Exercise:
Would you restate every entry below word for word? Leave out the pictures.

BEGIN Record excerpts

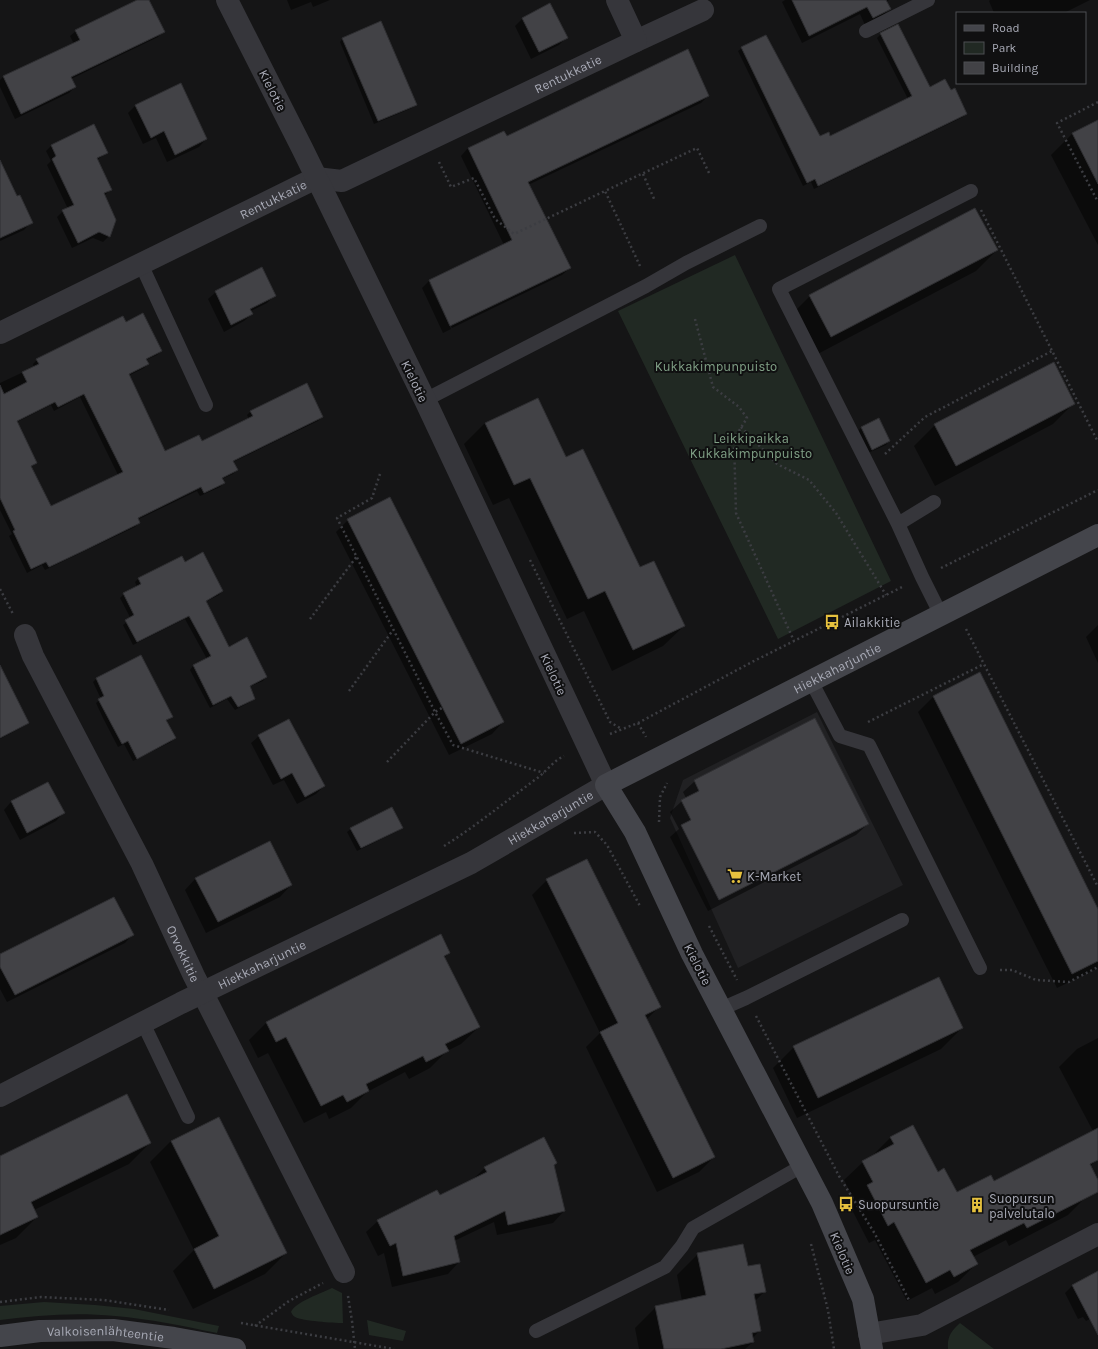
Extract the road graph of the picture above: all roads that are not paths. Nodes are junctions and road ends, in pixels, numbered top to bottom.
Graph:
1 (227, 0) edge
2 (618, 0) edge
3 (928, 0) edge
4 (703, 10) dead end
5 (866, 31) dead end
6 (636, 41) junction
7 (316, 178) junction
8 (971, 191) road end
9 (760, 226) dead end
10 (141, 264) junction
11 (0, 333) edge
12 (425, 400) junction
13 (206, 405) dead end
14 (934, 502) dead end
15 (898, 524) junction
16 (1098, 535) edge
17 (941, 615) junction
18 (25, 635) dead end
19 (811, 681) junction
20 (606, 785) junction
21 (902, 920) dead end
22 (980, 968) road end
23 (203, 994) junction
24 (721, 1009) junction
25 (143, 1023) junction
26 (0, 1096) edge
27 (188, 1117) dead end
28 (802, 1166) junction
29 (1098, 1234) edge
30 (344, 1272) road end
31 (536, 1331) dead end
32 (0, 1336) edge
33 (871, 1342) edge
34 (235, 1349) edge

1 - 7 street, Kielotie
2 - 6 street
3 - 5 lane
4 - 6 street, Rentukkatie
6 - 7 street, Rentukkatie
7 - 10 street, Rentukkatie
7 - 12 street, Kielotie
8 - 15 lane
9 - 12 lane
10 - 11 street, Rentukkatie
10 - 13 lane
12 - 20 street, Kielotie
14 - 15 lane
15 - 17 lane
16 - 17 street, Hiekkaharjuntie
17 - 19 street, Hiekkaharjuntie
18 - 23 street, Orvokkitie
19 - 20 street, Hiekkaharjuntie
19 - 22 lane
20 - 23 street, Hiekkaharjuntie
20 - 24 street, Kielotie
21 - 24 lane
23 - 25 street, Hiekkaharjuntie
23 - 30 street, Orvokkitie
24 - 28 street, Kielotie
25 - 26 street, Hiekkaharjuntie
25 - 27 lane
28 - 31 lane
28 - 33 street, Kielotie
29 - 33 street
32 - 34 street, Valkoisenlähteentie

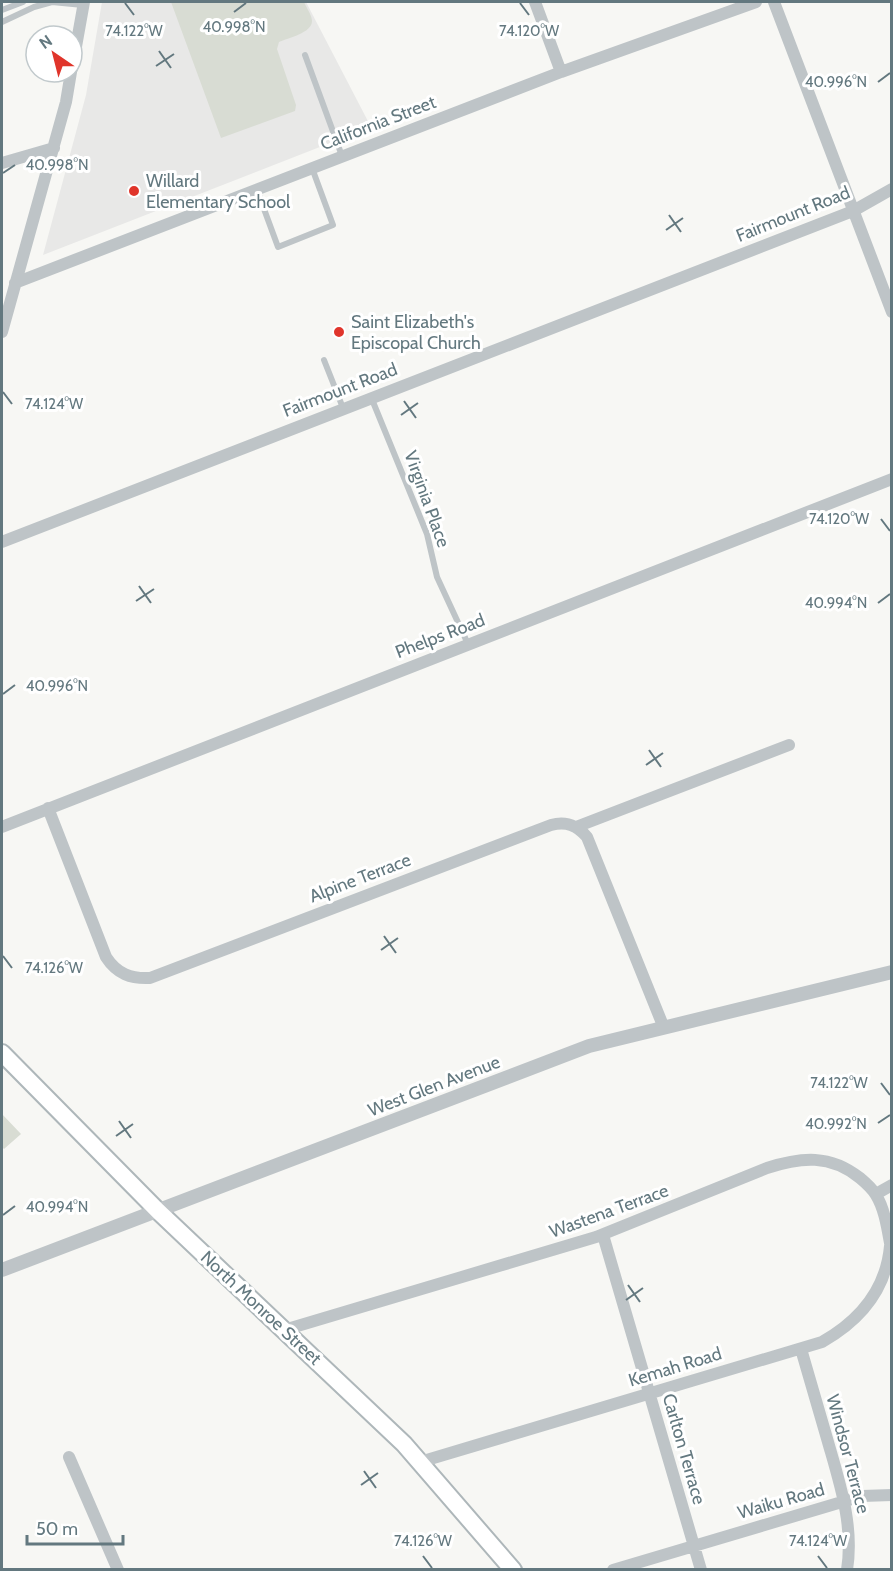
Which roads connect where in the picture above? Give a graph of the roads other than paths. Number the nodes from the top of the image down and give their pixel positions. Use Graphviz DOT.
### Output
graph roads {
  1 [pos="23,2"];
  2 [pos="536,2"];
  3 [pos="756,2"];
  4 [pos="774,2"];
  5 [pos="83,3"];
  6 [pos="2,10"];
  7 [pos="2,22"];
  8 [pos="80,24"];
  9 [pos="305,55"];
  10 [pos="561,72"];
  11 [pos="69,84"];
  12 [pos="54,148"];
  13 [pos="342,156"];
  14 [pos="2,163"];
  15 [pos="312,168"];
  16 [pos="257,189"];
  17 [pos="891,189"];
  18 [pos="853,210"];
  19 [pos="15,283"];
  20 [pos="891,312"];
  21 [pos="2,332"];
  22 [pos="324,360"];
  23 [pos="371,397"];
  24 [pos="343,408"];
  25 [pos="891,478"];
  26 [pos="2,542"];
  27 [pos="468,644"];
  28 [pos="789,745"];
  29 [pos="48,808"];
  30 [pos="2,827"];
  31 [pos="576,827"];
  32 [pos="891,972"];
  33 [pos="664,1028"];
  34 [pos="2,1053"];
  35 [pos="891,1185"];
  36 [pos="876,1194"];
  37 [pos="158,1211"];
  38 [pos="603,1235"];
  39 [pos="891,1249"];
  40 [pos="2,1270"];
  41 [pos="284,1330"];
  42 [pos="801,1348"];
  43 [pos="649,1394"];
  44 [pos="69,1457"];
  45 [pos="420,1462"];
  46 [pos="891,1495"];
  47 [pos="844,1501"];
  48 [pos="694,1545"];
  49 [pos="118,1569"];
  50 [pos="513,1569"];
  51 [pos="613,1569"];
  52 [pos="701,1569"];
  53 [pos="847,1569"];
  1 -- 6 [label="lane"];
  2 -- 10 [label="street"];
  3 -- 10 [label="street, California Street"];
  4 -- 18 [label="street"];
  5 -- 7 [label="lane"];
  5 -- 8 [label="street"];
  9 -- 13 [label="lane"];
  10 -- 13 [label="street, California Street"];
  11 -- 12 [label="street"];
  12 -- 14 [label="street"];
  12 -- 19 [label="street"];
  13 -- 15 [label="street, California Street"];
  15 -- 16 [label="street, California Street"];
  15 -- 16 [label="lane"];
  16 -- 19 [label="street, California Street"];
  17 -- 18 [label="street, Fairmount Road"];
  18 -- 20 [label="street"];
  18 -- 23 [label="street, Fairmount Road"];
  19 -- 21 [label="street"];
  22 -- 24 [label="lane"];
  23 -- 24 [label="street, Fairmount Road"];
  23 -- 27 [label="lane, Virginia Place"];
  24 -- 26 [label="street, Fairmount Road"];
  25 -- 27 [label="street, Phelps Road"];
  27 -- 29 [label="street, Phelps Road"];
  28 -- 31 [label="street"];
  29 -- 30 [label="street, Phelps Road"];
  29 -- 31 [label="street, Alpine Terrace"];
  31 -- 33 [label="street"];
  32 -- 33 [label="street, West Glen Avenue"];
  33 -- 37 [label="street, West Glen Avenue"];
  34 -- 37 [label="main road, North Monroe Street"];
  35 -- 36 [label="street"];
  36 -- 38 [label="street, Wastena Terrace"];
  36 -- 39 [label="street"];
  37 -- 40 [label="street, West Glen Avenue"];
  37 -- 41 [label="main road, North Monroe Street"];
  38 -- 41 [label="street, Wastena Terrace"];
  38 -- 43 [label="street, Carlton Terrace"];
  39 -- 42 [label="street, Kemah Road"];
  41 -- 45 [label="main road, North Monroe Street"];
  42 -- 43 [label="street, Kemah Road"];
  42 -- 47 [label="street, Windsor Terrace"];
  43 -- 45 [label="street, Kemah Road"];
  43 -- 48 [label="street, Carlton Terrace"];
  44 -- 49 [label="street"];
  45 -- 50 [label="main road, North Monroe Street"];
  46 -- 47 [label="street, Waiku Road"];
  47 -- 48 [label="street, Waiku Road"];
  47 -- 53 [label="street, Windsor Terrace"];
  48 -- 51 [label="street, Waiku Road"];
  48 -- 52 [label="street, Carlton Terrace"];
}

END Record excerpts

Result below:
Extract the road graph of the picture above: all roads that are not paths. Nodes are junctions and road ends, in pixels, numbered top to bottom.
Graph:
1 (227, 0) edge
2 (618, 0) edge
3 (928, 0) edge
4 (703, 10) dead end
5 (866, 31) dead end
6 (636, 41) junction
7 (316, 178) junction
8 (971, 191) road end
9 (760, 226) dead end
10 (141, 264) junction
11 (0, 333) edge
12 (425, 400) junction
13 (206, 405) dead end
14 (934, 502) dead end
15 (898, 524) junction
16 (1098, 535) edge
17 (941, 615) junction
18 (25, 635) dead end
19 (811, 681) junction
20 (606, 785) junction
21 (902, 920) dead end
22 (980, 968) road end
23 (203, 994) junction
24 (721, 1009) junction
25 (143, 1023) junction
26 (0, 1096) edge
27 (188, 1117) dead end
28 (802, 1166) junction
29 (1098, 1234) edge
30 (344, 1272) road end
31 (536, 1331) dead end
32 (0, 1336) edge
33 (871, 1342) edge
34 (235, 1349) edge

1 - 7 street, Kielotie
2 - 6 street
3 - 5 lane
4 - 6 street, Rentukkatie
6 - 7 street, Rentukkatie
7 - 10 street, Rentukkatie
7 - 12 street, Kielotie
8 - 15 lane
9 - 12 lane
10 - 11 street, Rentukkatie
10 - 13 lane
12 - 20 street, Kielotie
14 - 15 lane
15 - 17 lane
16 - 17 street, Hiekkaharjuntie
17 - 19 street, Hiekkaharjuntie
18 - 23 street, Orvokkitie
19 - 20 street, Hiekkaharjuntie
19 - 22 lane
20 - 23 street, Hiekkaharjuntie
20 - 24 street, Kielotie
21 - 24 lane
23 - 25 street, Hiekkaharjuntie
23 - 30 street, Orvokkitie
24 - 28 street, Kielotie
25 - 26 street, Hiekkaharjuntie
25 - 27 lane
28 - 31 lane
28 - 33 street, Kielotie
29 - 33 street
32 - 34 street, Valkoisenlähteentie

Which roads connect where in the picture above? Give a graph of the roads other than paths. Number the nodes from the top of the image down and give their pixel positions. Use Graphviz DOT.
### Output
graph roads {
  1 [pos="23,2"];
  2 [pos="536,2"];
  3 [pos="756,2"];
  4 [pos="774,2"];
  5 [pos="83,3"];
  6 [pos="2,10"];
  7 [pos="2,22"];
  8 [pos="80,24"];
  9 [pos="305,55"];
  10 [pos="561,72"];
  11 [pos="69,84"];
  12 [pos="54,148"];
  13 [pos="342,156"];
  14 [pos="2,163"];
  15 [pos="312,168"];
  16 [pos="257,189"];
  17 [pos="891,189"];
  18 [pos="853,210"];
  19 [pos="15,283"];
  20 [pos="891,312"];
  21 [pos="2,332"];
  22 [pos="324,360"];
  23 [pos="371,397"];
  24 [pos="343,408"];
  25 [pos="891,478"];
  26 [pos="2,542"];
  27 [pos="468,644"];
  28 [pos="789,745"];
  29 [pos="48,808"];
  30 [pos="2,827"];
  31 [pos="576,827"];
  32 [pos="891,972"];
  33 [pos="664,1028"];
  34 [pos="2,1053"];
  35 [pos="891,1185"];
  36 [pos="876,1194"];
  37 [pos="158,1211"];
  38 [pos="603,1235"];
  39 [pos="891,1249"];
  40 [pos="2,1270"];
  41 [pos="284,1330"];
  42 [pos="801,1348"];
  43 [pos="649,1394"];
  44 [pos="69,1457"];
  45 [pos="420,1462"];
  46 [pos="891,1495"];
  47 [pos="844,1501"];
  48 [pos="694,1545"];
  49 [pos="118,1569"];
  50 [pos="513,1569"];
  51 [pos="613,1569"];
  52 [pos="701,1569"];
  53 [pos="847,1569"];
  1 -- 6 [label="lane"];
  2 -- 10 [label="street"];
  3 -- 10 [label="street, California Street"];
  4 -- 18 [label="street"];
  5 -- 7 [label="lane"];
  5 -- 8 [label="street"];
  9 -- 13 [label="lane"];
  10 -- 13 [label="street, California Street"];
  11 -- 12 [label="street"];
  12 -- 14 [label="street"];
  12 -- 19 [label="street"];
  13 -- 15 [label="street, California Street"];
  15 -- 16 [label="street, California Street"];
  15 -- 16 [label="lane"];
  16 -- 19 [label="street, California Street"];
  17 -- 18 [label="street, Fairmount Road"];
  18 -- 20 [label="street"];
  18 -- 23 [label="street, Fairmount Road"];
  19 -- 21 [label="street"];
  22 -- 24 [label="lane"];
  23 -- 24 [label="street, Fairmount Road"];
  23 -- 27 [label="lane, Virginia Place"];
  24 -- 26 [label="street, Fairmount Road"];
  25 -- 27 [label="street, Phelps Road"];
  27 -- 29 [label="street, Phelps Road"];
  28 -- 31 [label="street"];
  29 -- 30 [label="street, Phelps Road"];
  29 -- 31 [label="street, Alpine Terrace"];
  31 -- 33 [label="street"];
  32 -- 33 [label="street, West Glen Avenue"];
  33 -- 37 [label="street, West Glen Avenue"];
  34 -- 37 [label="main road, North Monroe Street"];
  35 -- 36 [label="street"];
  36 -- 38 [label="street, Wastena Terrace"];
  36 -- 39 [label="street"];
  37 -- 40 [label="street, West Glen Avenue"];
  37 -- 41 [label="main road, North Monroe Street"];
  38 -- 41 [label="street, Wastena Terrace"];
  38 -- 43 [label="street, Carlton Terrace"];
  39 -- 42 [label="street, Kemah Road"];
  41 -- 45 [label="main road, North Monroe Street"];
  42 -- 43 [label="street, Kemah Road"];
  42 -- 47 [label="street, Windsor Terrace"];
  43 -- 45 [label="street, Kemah Road"];
  43 -- 48 [label="street, Carlton Terrace"];
  44 -- 49 [label="street"];
  45 -- 50 [label="main road, North Monroe Street"];
  46 -- 47 [label="street, Waiku Road"];
  47 -- 48 [label="street, Waiku Road"];
  47 -- 53 [label="street, Windsor Terrace"];
  48 -- 51 [label="street, Waiku Road"];
  48 -- 52 [label="street, Carlton Terrace"];
}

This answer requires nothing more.